I approached the door of the intensive care unit, wondering if I should turn around and flee. After what I survived here, would I fall apart entering? I rang the bell and waited.
Several decades earlier, I had graduated from Colgate and started my career at a financial software company in Los Angeles. I worked there for more than 20 years and had become president of the firm. My husband of 20 years, Ben, and I had a young son. All in all, I was content with my life and felt fulfilled.
But on April 14, 2006 (Good Friday, no less), I was diagnosed with incurable stage IV follicular non-Hodgkin lymphoma. My son, Gus, was in kindergarten. I asked myself, how could Gus lose his mom when he was only 6 years old?
From that day on, I was on a mission to stay alive. The treatment options at the time were few, lacked effectiveness, and had difficult side effects. In May 2006, I began brute force chemotherapy hoping for an extended remission. I relapsed two months after the treatment. My prognosis was now even worse.
Over the next 12 years, I had five more treatments, which brought new side effects. None of these treatments fully eliminated the cancer, and any reduction in tumor size was short lived. What these treatments did do for me was buy more time for researchers to make progress on additional options. By 2017, I had relapsed for the sixth time with extensive disease, which was affecting my organs. There were no treatments left and no way to survive without something new.
In April 2018, I was out walking when a phone call with breakthrough news came from my oncologist at UCLA, Sven de Vos. He told me that the treatment I had been closely watching for six years, an immunotherapy called CAR-T (chimeric antigen receptor T-cell therapy), was now available for me in a Phase I clinical trial. I hung up the phone with a newfound excitement; maybe I could beat the disease after all. CAR-T is revolutionary because it relies only on the patient’s immune system to destroy the cancer and no man-made drugs are involved, a significant step forward. Older therapies, such as chemotherapy, attack and damage every cell, even the healthy ones, whereas CAR-T only attacks the malignant cells and leaves healthy cells alone. There would be no long-term side effects from the CAR-T treatment. The UCLA Medical Center had five open spots in the trial. I was the leading guinea pig.

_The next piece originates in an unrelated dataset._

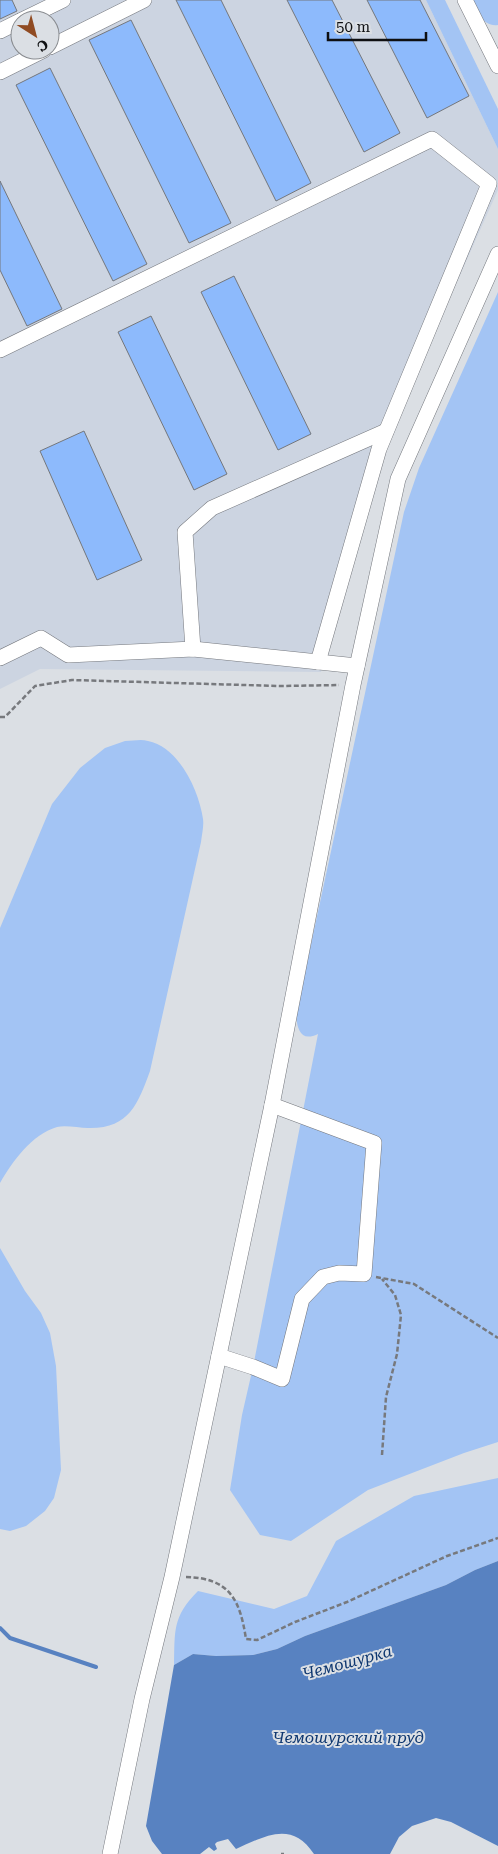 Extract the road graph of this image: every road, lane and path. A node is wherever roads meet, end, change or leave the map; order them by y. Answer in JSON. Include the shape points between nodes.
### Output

I won’t pretend it was a walk in the park. Commencing mid-June, I was in the hospital for 36 days, 25 of which were spent in the ICU. Due to multiple brain seizures, I was placed in a medically induced coma. Because the CAR-T cells are able to cross the blood brain barrier, my brain became inflamed, and I experienced terrifying hallucinations — more than 30, including four where I had died and was being buried. In another hallucination, Dr. de Vos told me he had learned the trial was a hoax and then he shot himself and leveled the gun on me.
My brain function was monitored every minute; the doctors and nurses did not know if I would be brain dead when I was eased out of the coma. But when I became conscious 10 days later, it was clear my brain would be fine. More importantly, the CAR-T had eliminated all the malignancy in my body — more than 9 pounds of tumor burden. For the first time since 2006, I was cancer free.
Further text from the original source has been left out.